Mme de Valdor partit en effet à l’époque du mariage civil, auquel assistèrent l’oncle, qui semblait
rajeunir, et le petit Jean tout heureux d’avoir un papa comme les autres enfants. Francis l’aimait
beaucoup ce cher petit : ne lui devait-il pas sa bien-aimée Elfa ?
Le jeune couple n’alla visiter ni l’Italie, ni la Suisse ; il s’envola vers la maison des fleurs, pour y
trouver plus vif le souvenir de la chère créature qui leur avait tracé la route du bonheur.
Ils y unirent, un peu plus tard, Jack à la jeune servante de Mme Sevar, qui était devenue presque
aussi libre-penseuse que sa chère dame regrettée ; l’oncle Charles et Mme de Valdor revinrent au
château, ne sachant plus l’un et l’autre se passer d’Elfa et de Francis. L’hiver les réunit à Paris ;
Elfa ne voulut plus goûter aux plaisirs du grand monde ; elle se fit, grâce à Francis, un cercle d’amis
assez étendu pour éviter la monotonie ; elle peignit non sans succès, et fit beaucoup de bien.
Marguerite et Julien vinrent à eux ; ils les reçurent, et plus d’une fois. Elfa fut l’ange de la concorde
dans ce triste ménage.
Julien, désillusionné, reprochait à sa femme ses dépenses excessives et sa légèreté incorrigible.
Gaston avait épousé une naïve pensionnaire ; fut-elle heureuse ? Elle ne le dit point. Elle n’eut pas
d’enfant, et souvent le fils de Jeanne fut arrêté par un monsieur qui l’embrassait et le caressait.
L’enfant, intrigué, écouta et comprit par l’indiscrétion des domestiques une partie de la vérité ; un
jour, il se déroba aux caresses de Gaston et lui dit d’un air fâché :
− Tu veux faire croire que tu es mon papa, mais c’est faux, puisque j’ai mon père Francis, ma petite
mère qui m’aime bien, et une jolie toute petite sœur. Je sais que tu as fait mourir mon autre maman
et que tu voulais me mettre avec les petits pauvres, aussi je ne t’aime pas et je ne veux plus que tu
m’embrasses.
Gaston ne répondit rien ; il suivit l’enfant des yeux et trouva peut-être dans cette contemplation
muette la notion du bien, qui si souvent lui avait fait défaut.
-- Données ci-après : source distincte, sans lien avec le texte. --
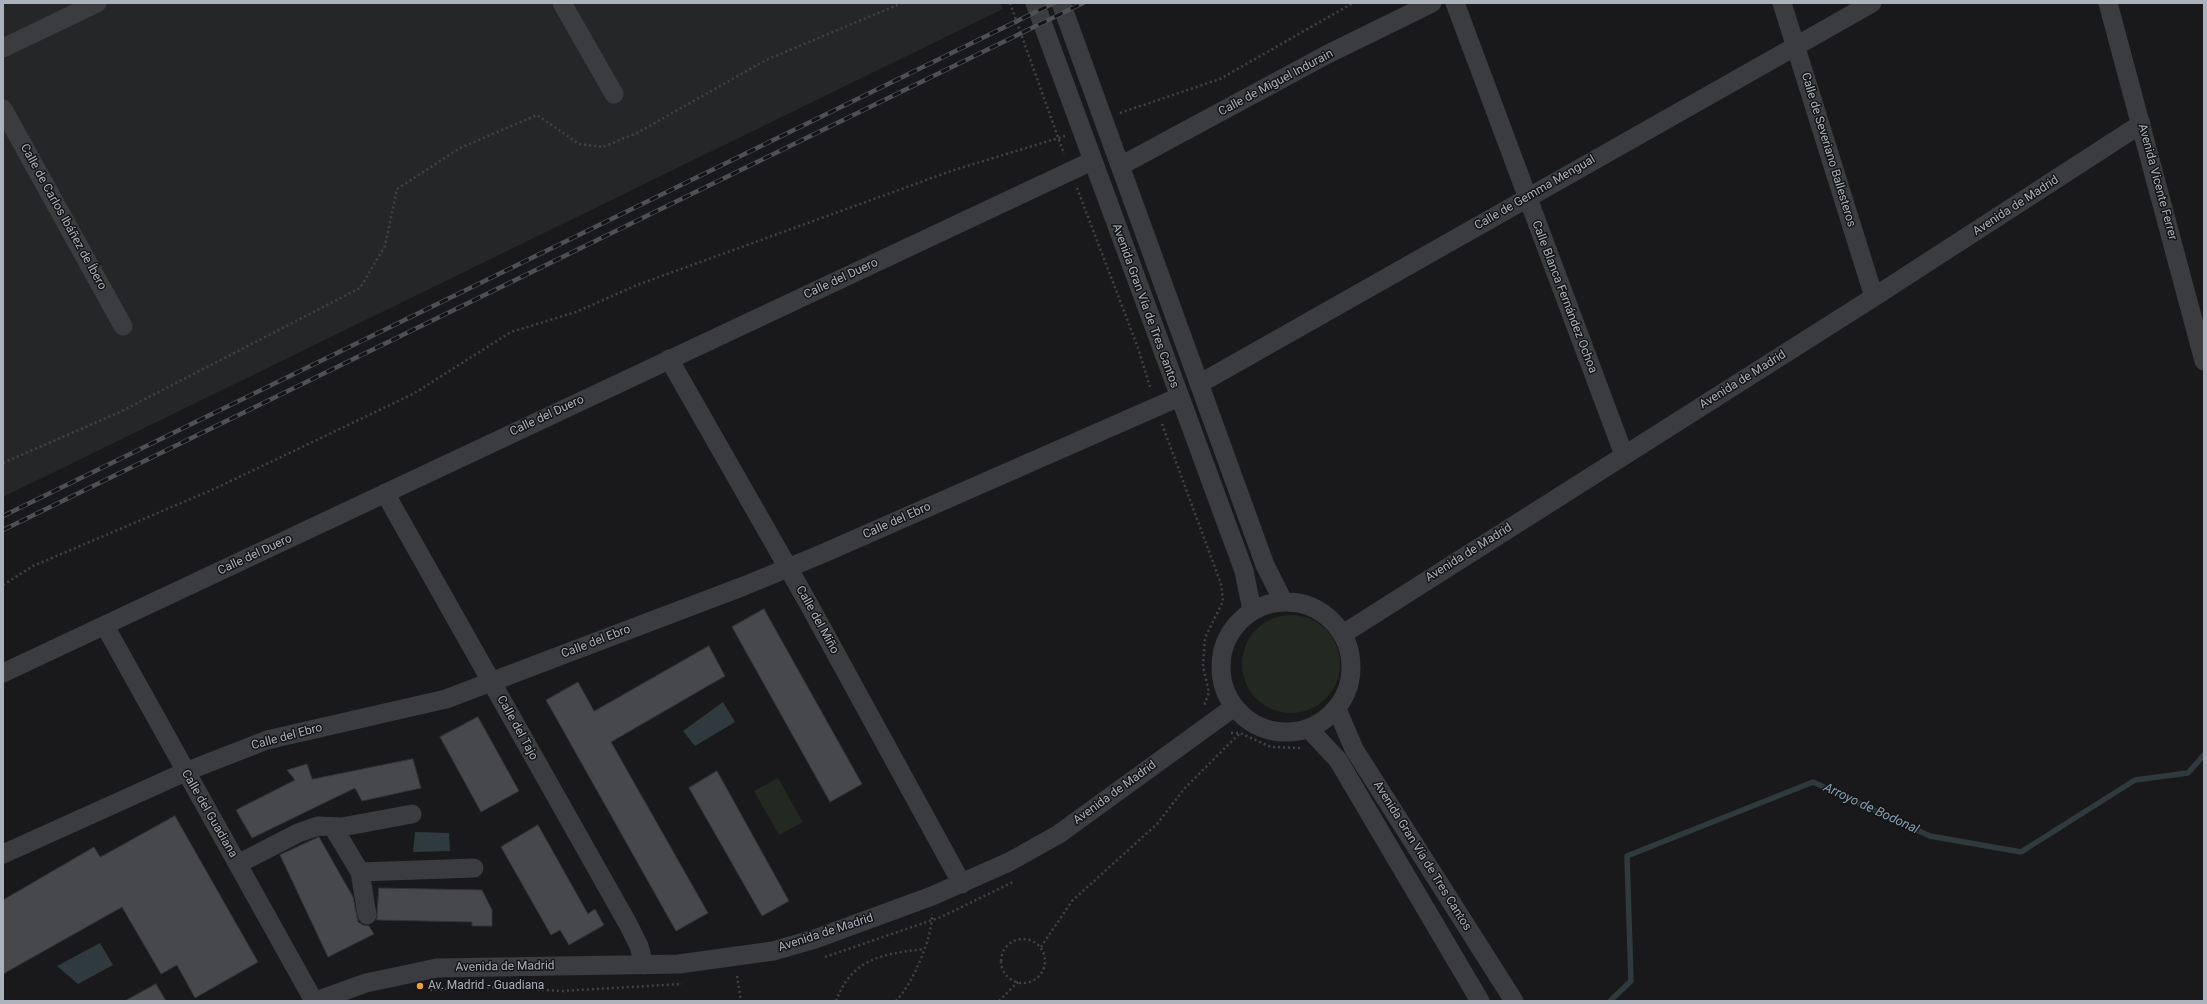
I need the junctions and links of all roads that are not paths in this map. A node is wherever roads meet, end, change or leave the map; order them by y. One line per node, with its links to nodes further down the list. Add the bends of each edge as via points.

Elfa n’eut qu’une fille, mais l’enfant d’adoption fut pour celle-ci le frère le plus tendre et le plus
dévoué.
Mme de Valdor est heureuse, mais quelquefois elle veut encore reprocher à sa nièce la façon
bourgeoise dont elle entend le bonheur et lorsque Gaston et Marguerite viennent à passer, leur air
fatigué, l’ennui qu’on lit en eux font dire justement à Elfa :
− J’ai choisi le mariage d’amour, voilà le mariage de convenance. Quel est le meilleur ?
− Je ne dis pas, répond la tante, mais le monde, la religion, les conventions sociales...
Elfa, rit et dit, en lui mettant sur les genoux sa petite fille :
− Demandez des caresses à votre petite nièce, elle vous en comblera cela vaut bien les compliments
de vos nobles amies et les salutations intéressées de vos directeurs.
Et si Francis entre en ce moment, il se montre si bon, si affectueux pour les siens, que Mme de
Valdor, qui semble toujours constater ce profond bonheur pour la première fois, murmure entre ses
dents :
− Ils sont pourtant heureux et bons, quoique libre-penseur.